▶ [Work task] Go through the entries that follow and count every line with the string "translate". Reply with the number only.
*** Supplied data Section Begins ***
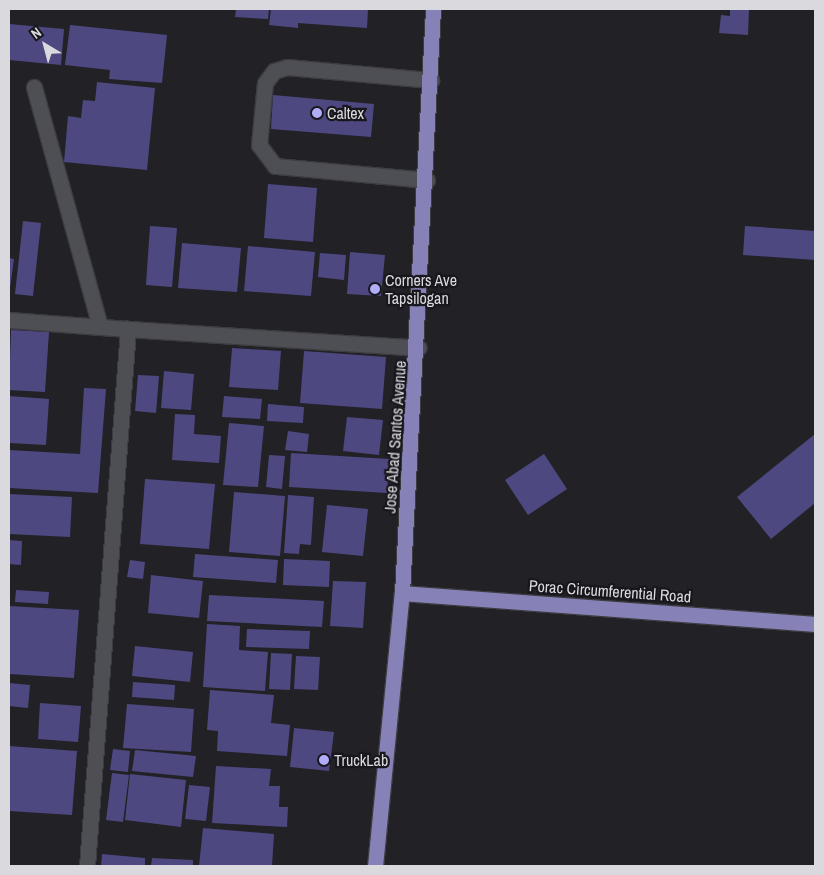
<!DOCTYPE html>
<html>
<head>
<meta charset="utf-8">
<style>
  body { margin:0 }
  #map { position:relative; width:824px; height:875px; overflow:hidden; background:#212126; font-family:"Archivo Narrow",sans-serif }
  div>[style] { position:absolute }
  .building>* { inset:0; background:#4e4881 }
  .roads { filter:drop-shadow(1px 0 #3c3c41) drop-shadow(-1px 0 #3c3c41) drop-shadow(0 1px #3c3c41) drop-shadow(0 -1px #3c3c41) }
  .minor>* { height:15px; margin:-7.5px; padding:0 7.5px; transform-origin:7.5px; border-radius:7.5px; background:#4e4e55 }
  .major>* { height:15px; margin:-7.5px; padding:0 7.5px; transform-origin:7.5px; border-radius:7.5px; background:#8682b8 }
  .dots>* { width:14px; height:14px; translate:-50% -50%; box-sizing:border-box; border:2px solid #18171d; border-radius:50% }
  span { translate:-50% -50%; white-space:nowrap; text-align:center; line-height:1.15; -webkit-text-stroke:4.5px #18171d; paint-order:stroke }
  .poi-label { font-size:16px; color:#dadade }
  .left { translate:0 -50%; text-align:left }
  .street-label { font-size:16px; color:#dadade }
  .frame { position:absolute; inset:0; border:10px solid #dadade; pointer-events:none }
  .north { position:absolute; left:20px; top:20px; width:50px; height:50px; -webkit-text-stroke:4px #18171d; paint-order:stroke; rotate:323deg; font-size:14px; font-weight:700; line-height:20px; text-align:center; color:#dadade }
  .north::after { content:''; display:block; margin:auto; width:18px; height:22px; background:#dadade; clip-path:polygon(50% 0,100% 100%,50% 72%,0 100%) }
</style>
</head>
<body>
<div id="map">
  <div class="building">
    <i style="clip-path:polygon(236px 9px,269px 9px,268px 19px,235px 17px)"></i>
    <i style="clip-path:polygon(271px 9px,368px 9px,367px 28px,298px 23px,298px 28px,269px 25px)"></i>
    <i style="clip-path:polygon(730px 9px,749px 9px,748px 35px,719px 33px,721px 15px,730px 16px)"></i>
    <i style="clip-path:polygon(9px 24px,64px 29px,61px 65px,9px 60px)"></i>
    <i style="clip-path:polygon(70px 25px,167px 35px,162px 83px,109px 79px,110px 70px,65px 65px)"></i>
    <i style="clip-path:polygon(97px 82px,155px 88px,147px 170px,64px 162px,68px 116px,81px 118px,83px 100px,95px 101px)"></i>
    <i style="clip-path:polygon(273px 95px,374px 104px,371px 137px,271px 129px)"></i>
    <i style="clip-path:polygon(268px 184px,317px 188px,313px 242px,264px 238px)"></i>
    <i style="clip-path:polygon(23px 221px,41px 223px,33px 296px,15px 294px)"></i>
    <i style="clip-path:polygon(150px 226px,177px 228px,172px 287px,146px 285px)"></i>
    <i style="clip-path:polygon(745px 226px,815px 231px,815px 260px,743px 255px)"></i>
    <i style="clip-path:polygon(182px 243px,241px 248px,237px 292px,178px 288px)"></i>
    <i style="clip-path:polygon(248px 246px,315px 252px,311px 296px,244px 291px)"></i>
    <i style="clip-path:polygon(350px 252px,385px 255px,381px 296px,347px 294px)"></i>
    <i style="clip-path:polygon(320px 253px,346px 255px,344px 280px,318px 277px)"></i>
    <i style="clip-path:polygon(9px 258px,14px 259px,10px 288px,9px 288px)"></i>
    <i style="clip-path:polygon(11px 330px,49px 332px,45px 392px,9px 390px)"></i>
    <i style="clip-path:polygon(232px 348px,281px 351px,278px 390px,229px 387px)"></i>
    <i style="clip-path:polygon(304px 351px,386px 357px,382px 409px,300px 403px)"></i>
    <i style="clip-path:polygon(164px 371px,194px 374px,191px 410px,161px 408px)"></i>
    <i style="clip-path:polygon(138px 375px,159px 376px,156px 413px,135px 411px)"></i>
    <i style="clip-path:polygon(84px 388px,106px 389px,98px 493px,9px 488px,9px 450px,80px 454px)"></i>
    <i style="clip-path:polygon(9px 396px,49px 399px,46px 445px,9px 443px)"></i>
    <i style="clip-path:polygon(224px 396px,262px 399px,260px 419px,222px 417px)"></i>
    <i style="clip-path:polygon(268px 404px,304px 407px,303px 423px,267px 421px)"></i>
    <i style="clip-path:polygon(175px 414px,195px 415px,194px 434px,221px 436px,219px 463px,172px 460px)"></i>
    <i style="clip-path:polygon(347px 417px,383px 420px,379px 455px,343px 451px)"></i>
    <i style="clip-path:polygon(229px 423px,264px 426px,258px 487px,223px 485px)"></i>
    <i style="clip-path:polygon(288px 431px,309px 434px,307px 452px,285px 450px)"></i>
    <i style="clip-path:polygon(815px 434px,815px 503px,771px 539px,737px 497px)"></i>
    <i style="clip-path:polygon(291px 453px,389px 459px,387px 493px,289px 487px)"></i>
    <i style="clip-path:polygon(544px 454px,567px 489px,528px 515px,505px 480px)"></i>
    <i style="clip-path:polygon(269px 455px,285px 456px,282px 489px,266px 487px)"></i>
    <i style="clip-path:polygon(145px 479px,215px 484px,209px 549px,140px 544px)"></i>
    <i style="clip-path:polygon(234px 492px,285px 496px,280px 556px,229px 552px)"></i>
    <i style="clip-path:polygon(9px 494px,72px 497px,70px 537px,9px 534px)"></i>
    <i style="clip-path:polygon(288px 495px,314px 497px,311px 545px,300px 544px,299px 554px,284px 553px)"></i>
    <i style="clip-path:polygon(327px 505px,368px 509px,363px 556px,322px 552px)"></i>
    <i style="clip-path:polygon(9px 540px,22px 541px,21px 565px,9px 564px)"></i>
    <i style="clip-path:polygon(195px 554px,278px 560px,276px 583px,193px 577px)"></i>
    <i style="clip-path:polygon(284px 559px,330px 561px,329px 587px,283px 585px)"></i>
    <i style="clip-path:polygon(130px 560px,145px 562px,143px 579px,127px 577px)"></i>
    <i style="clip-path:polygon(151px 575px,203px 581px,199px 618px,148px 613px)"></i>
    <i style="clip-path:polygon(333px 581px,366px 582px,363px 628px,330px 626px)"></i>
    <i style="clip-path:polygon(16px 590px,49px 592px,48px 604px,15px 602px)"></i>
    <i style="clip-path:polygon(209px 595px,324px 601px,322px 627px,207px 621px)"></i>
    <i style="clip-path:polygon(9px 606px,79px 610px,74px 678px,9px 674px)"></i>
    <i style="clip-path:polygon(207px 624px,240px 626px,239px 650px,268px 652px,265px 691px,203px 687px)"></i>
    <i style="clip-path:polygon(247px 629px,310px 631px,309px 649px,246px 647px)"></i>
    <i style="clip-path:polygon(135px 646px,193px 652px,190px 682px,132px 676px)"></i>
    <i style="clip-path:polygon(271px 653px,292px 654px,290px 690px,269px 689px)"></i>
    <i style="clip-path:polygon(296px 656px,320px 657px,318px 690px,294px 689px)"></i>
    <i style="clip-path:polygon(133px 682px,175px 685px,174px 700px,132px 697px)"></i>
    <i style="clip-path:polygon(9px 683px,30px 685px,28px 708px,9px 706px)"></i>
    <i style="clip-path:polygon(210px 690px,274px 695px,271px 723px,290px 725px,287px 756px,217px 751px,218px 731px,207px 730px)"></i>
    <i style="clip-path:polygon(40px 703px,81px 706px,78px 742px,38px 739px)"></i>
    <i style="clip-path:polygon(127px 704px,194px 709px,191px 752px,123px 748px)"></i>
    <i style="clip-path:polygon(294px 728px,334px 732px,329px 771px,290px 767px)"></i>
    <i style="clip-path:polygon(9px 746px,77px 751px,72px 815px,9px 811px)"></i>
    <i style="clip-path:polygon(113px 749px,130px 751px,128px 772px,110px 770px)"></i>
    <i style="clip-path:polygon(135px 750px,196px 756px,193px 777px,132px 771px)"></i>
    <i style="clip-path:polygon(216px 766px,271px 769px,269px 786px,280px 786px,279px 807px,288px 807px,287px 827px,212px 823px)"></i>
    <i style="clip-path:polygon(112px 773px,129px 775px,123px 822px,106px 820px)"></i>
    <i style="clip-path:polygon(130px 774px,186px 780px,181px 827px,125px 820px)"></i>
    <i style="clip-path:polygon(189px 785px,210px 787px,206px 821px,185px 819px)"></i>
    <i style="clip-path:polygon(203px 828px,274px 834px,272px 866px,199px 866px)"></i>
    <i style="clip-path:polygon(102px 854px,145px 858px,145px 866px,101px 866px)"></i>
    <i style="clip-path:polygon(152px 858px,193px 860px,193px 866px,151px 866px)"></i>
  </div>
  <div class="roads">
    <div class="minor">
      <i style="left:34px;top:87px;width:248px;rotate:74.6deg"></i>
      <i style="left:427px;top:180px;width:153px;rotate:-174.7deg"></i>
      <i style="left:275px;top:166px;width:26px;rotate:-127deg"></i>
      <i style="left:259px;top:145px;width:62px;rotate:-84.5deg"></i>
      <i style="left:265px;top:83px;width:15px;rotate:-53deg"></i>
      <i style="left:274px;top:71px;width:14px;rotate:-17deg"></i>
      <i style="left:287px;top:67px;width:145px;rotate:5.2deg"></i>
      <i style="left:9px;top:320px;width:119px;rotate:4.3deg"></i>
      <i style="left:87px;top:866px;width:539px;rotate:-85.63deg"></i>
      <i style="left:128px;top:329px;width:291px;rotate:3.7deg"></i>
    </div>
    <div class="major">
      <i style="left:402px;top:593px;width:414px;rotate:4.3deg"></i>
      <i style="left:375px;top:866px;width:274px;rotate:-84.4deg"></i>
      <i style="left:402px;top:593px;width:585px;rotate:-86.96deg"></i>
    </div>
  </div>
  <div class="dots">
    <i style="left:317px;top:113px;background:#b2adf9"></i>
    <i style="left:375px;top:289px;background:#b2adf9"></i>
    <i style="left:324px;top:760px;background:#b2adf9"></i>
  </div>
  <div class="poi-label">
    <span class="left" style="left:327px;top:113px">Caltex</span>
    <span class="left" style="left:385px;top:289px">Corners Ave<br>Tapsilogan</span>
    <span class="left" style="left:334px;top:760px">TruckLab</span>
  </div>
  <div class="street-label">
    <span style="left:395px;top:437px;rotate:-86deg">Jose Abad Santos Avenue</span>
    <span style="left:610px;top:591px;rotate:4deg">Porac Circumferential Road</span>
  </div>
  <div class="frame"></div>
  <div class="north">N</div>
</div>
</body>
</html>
*** Supplied data Section Ends ***
▶ [Exercise solution] 3